● **MATERIALS PROVIDED**
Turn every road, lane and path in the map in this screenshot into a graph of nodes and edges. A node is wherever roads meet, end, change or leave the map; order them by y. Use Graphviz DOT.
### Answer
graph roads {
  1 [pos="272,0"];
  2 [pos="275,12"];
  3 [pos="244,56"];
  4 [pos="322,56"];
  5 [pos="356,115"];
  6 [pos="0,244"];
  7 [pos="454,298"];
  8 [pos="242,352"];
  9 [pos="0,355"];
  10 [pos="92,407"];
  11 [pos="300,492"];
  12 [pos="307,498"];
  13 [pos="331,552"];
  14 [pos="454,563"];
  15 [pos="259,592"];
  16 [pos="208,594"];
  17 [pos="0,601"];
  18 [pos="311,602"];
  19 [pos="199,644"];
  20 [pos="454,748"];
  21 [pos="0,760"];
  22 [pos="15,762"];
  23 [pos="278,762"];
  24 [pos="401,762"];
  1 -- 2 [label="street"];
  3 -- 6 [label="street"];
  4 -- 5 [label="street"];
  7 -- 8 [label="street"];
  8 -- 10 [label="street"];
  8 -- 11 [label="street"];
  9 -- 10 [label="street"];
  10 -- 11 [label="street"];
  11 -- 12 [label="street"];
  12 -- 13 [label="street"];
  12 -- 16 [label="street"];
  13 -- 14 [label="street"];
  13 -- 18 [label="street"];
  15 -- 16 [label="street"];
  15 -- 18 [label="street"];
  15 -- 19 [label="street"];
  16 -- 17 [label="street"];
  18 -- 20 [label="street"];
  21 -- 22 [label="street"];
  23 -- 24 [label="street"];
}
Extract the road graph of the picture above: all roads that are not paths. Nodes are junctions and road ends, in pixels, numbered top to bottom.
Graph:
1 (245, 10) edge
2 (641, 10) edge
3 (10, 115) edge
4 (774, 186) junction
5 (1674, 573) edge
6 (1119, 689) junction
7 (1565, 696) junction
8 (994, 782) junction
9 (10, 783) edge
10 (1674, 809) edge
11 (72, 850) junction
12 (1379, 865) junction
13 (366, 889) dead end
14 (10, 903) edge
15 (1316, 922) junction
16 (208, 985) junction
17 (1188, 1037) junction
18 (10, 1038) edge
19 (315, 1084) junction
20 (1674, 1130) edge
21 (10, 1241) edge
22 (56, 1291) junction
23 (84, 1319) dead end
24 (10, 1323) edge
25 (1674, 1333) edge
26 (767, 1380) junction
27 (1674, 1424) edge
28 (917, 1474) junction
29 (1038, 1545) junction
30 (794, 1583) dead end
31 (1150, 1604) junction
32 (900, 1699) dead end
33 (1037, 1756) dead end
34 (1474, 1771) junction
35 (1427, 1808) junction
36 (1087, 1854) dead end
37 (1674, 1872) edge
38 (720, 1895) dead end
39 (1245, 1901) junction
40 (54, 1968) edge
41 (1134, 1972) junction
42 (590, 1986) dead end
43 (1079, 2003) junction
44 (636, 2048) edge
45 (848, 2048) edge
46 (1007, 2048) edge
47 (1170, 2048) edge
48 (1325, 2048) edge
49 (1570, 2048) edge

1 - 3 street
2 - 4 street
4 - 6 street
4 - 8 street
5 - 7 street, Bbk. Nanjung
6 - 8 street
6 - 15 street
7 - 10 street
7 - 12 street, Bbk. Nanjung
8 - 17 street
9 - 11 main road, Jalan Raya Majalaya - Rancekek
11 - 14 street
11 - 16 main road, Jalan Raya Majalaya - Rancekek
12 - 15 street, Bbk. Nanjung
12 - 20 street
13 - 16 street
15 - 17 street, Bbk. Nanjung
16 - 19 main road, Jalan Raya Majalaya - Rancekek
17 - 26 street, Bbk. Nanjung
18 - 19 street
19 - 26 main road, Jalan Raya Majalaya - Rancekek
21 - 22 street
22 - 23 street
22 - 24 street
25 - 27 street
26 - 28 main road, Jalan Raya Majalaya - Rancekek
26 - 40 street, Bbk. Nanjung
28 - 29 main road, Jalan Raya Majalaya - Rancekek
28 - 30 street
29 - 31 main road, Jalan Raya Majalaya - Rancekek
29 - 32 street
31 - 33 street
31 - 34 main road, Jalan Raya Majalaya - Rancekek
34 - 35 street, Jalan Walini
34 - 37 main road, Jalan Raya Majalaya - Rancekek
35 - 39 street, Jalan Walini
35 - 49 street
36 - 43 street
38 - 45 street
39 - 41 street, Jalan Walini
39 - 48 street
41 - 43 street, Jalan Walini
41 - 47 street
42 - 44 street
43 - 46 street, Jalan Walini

● **ASSIGNMENT**
Write every line of the material above again, exactly.

● **TASK SOLUTION**
Turn every road, lane and path in the map in this screenshot into a graph of nodes and edges. A node is wherever roads meet, end, change or leave the map; order them by y. Use Graphviz DOT.
### Answer
graph roads {
  1 [pos="272,0"];
  2 [pos="275,12"];
  3 [pos="244,56"];
  4 [pos="322,56"];
  5 [pos="356,115"];
  6 [pos="0,244"];
  7 [pos="454,298"];
  8 [pos="242,352"];
  9 [pos="0,355"];
  10 [pos="92,407"];
  11 [pos="300,492"];
  12 [pos="307,498"];
  13 [pos="331,552"];
  14 [pos="454,563"];
  15 [pos="259,592"];
  16 [pos="208,594"];
  17 [pos="0,601"];
  18 [pos="311,602"];
  19 [pos="199,644"];
  20 [pos="454,748"];
  21 [pos="0,760"];
  22 [pos="15,762"];
  23 [pos="278,762"];
  24 [pos="401,762"];
  1 -- 2 [label="street"];
  3 -- 6 [label="street"];
  4 -- 5 [label="street"];
  7 -- 8 [label="street"];
  8 -- 10 [label="street"];
  8 -- 11 [label="street"];
  9 -- 10 [label="street"];
  10 -- 11 [label="street"];
  11 -- 12 [label="street"];
  12 -- 13 [label="street"];
  12 -- 16 [label="street"];
  13 -- 14 [label="street"];
  13 -- 18 [label="street"];
  15 -- 16 [label="street"];
  15 -- 18 [label="street"];
  15 -- 19 [label="street"];
  16 -- 17 [label="street"];
  18 -- 20 [label="street"];
  21 -- 22 [label="street"];
  23 -- 24 [label="street"];
}
Extract the road graph of the picture above: all roads that are not paths. Nodes are junctions and road ends, in pixels, numbered top to bottom.
Graph:
1 (245, 10) edge
2 (641, 10) edge
3 (10, 115) edge
4 (774, 186) junction
5 (1674, 573) edge
6 (1119, 689) junction
7 (1565, 696) junction
8 (994, 782) junction
9 (10, 783) edge
10 (1674, 809) edge
11 (72, 850) junction
12 (1379, 865) junction
13 (366, 889) dead end
14 (10, 903) edge
15 (1316, 922) junction
16 (208, 985) junction
17 (1188, 1037) junction
18 (10, 1038) edge
19 (315, 1084) junction
20 (1674, 1130) edge
21 (10, 1241) edge
22 (56, 1291) junction
23 (84, 1319) dead end
24 (10, 1323) edge
25 (1674, 1333) edge
26 (767, 1380) junction
27 (1674, 1424) edge
28 (917, 1474) junction
29 (1038, 1545) junction
30 (794, 1583) dead end
31 (1150, 1604) junction
32 (900, 1699) dead end
33 (1037, 1756) dead end
34 (1474, 1771) junction
35 (1427, 1808) junction
36 (1087, 1854) dead end
37 (1674, 1872) edge
38 (720, 1895) dead end
39 (1245, 1901) junction
40 (54, 1968) edge
41 (1134, 1972) junction
42 (590, 1986) dead end
43 (1079, 2003) junction
44 (636, 2048) edge
45 (848, 2048) edge
46 (1007, 2048) edge
47 (1170, 2048) edge
48 (1325, 2048) edge
49 (1570, 2048) edge

1 - 3 street
2 - 4 street
4 - 6 street
4 - 8 street
5 - 7 street, Bbk. Nanjung
6 - 8 street
6 - 15 street
7 - 10 street
7 - 12 street, Bbk. Nanjung
8 - 17 street
9 - 11 main road, Jalan Raya Majalaya - Rancekek
11 - 14 street
11 - 16 main road, Jalan Raya Majalaya - Rancekek
12 - 15 street, Bbk. Nanjung
12 - 20 street
13 - 16 street
15 - 17 street, Bbk. Nanjung
16 - 19 main road, Jalan Raya Majalaya - Rancekek
17 - 26 street, Bbk. Nanjung
18 - 19 street
19 - 26 main road, Jalan Raya Majalaya - Rancekek
21 - 22 street
22 - 23 street
22 - 24 street
25 - 27 street
26 - 28 main road, Jalan Raya Majalaya - Rancekek
26 - 40 street, Bbk. Nanjung
28 - 29 main road, Jalan Raya Majalaya - Rancekek
28 - 30 street
29 - 31 main road, Jalan Raya Majalaya - Rancekek
29 - 32 street
31 - 33 street
31 - 34 main road, Jalan Raya Majalaya - Rancekek
34 - 35 street, Jalan Walini
34 - 37 main road, Jalan Raya Majalaya - Rancekek
35 - 39 street, Jalan Walini
35 - 49 street
36 - 43 street
38 - 45 street
39 - 41 street, Jalan Walini
39 - 48 street
41 - 43 street, Jalan Walini
41 - 47 street
42 - 44 street
43 - 46 street, Jalan Walini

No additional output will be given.